[Records drawn from a dataset]
=====
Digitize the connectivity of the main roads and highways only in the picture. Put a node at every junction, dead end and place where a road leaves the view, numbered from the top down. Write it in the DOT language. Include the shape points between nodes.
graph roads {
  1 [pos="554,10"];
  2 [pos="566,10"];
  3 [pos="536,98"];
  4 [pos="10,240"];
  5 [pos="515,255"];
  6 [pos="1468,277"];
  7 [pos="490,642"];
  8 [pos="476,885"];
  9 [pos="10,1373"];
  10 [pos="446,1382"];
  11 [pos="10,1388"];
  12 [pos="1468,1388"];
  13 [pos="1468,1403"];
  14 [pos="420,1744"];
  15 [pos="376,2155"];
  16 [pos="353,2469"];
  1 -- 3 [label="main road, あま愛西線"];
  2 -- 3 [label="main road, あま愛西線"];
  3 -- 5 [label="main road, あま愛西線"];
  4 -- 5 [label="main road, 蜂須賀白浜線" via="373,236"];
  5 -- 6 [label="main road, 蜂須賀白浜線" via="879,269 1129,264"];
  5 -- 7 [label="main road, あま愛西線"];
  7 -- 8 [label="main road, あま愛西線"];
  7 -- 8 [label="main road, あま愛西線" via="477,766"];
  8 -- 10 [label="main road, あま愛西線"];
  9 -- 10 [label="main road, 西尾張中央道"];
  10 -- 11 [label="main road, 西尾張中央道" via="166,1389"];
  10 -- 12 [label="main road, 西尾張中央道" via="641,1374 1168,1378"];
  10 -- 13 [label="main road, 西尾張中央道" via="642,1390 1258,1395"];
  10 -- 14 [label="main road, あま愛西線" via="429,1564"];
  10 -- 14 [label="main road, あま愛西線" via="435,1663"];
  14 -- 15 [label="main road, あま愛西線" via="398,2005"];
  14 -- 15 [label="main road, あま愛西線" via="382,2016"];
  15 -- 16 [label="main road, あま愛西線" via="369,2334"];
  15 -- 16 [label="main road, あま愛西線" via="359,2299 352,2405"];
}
=====
◆ WORK INSTRUCTIONS: Make a word-for-word copy of the records.

◆ SOLUTION TO THIS PROBLEM:
Digitize the connectivity of the main roads and highways only in the picture. Put a node at every junction, dead end and place where a road leaves the view, numbered from the top down. Write it in the DOT language. Include the shape points between nodes.
graph roads {
  1 [pos="554,10"];
  2 [pos="566,10"];
  3 [pos="536,98"];
  4 [pos="10,240"];
  5 [pos="515,255"];
  6 [pos="1468,277"];
  7 [pos="490,642"];
  8 [pos="476,885"];
  9 [pos="10,1373"];
  10 [pos="446,1382"];
  11 [pos="10,1388"];
  12 [pos="1468,1388"];
  13 [pos="1468,1403"];
  14 [pos="420,1744"];
  15 [pos="376,2155"];
  16 [pos="353,2469"];
  1 -- 3 [label="main road, あま愛西線"];
  2 -- 3 [label="main road, あま愛西線"];
  3 -- 5 [label="main road, あま愛西線"];
  4 -- 5 [label="main road, 蜂須賀白浜線" via="373,236"];
  5 -- 6 [label="main road, 蜂須賀白浜線" via="879,269 1129,264"];
  5 -- 7 [label="main road, あま愛西線"];
  7 -- 8 [label="main road, あま愛西線"];
  7 -- 8 [label="main road, あま愛西線" via="477,766"];
  8 -- 10 [label="main road, あま愛西線"];
  9 -- 10 [label="main road, 西尾張中央道"];
  10 -- 11 [label="main road, 西尾張中央道" via="166,1389"];
  10 -- 12 [label="main road, 西尾張中央道" via="641,1374 1168,1378"];
  10 -- 13 [label="main road, 西尾張中央道" via="642,1390 1258,1395"];
  10 -- 14 [label="main road, あま愛西線" via="429,1564"];
  10 -- 14 [label="main road, あま愛西線" via="435,1663"];
  14 -- 15 [label="main road, あま愛西線" via="398,2005"];
  14 -- 15 [label="main road, あま愛西線" via="382,2016"];
  15 -- 16 [label="main road, あま愛西線" via="369,2334"];
  15 -- 16 [label="main road, あま愛西線" via="359,2299 352,2405"];
}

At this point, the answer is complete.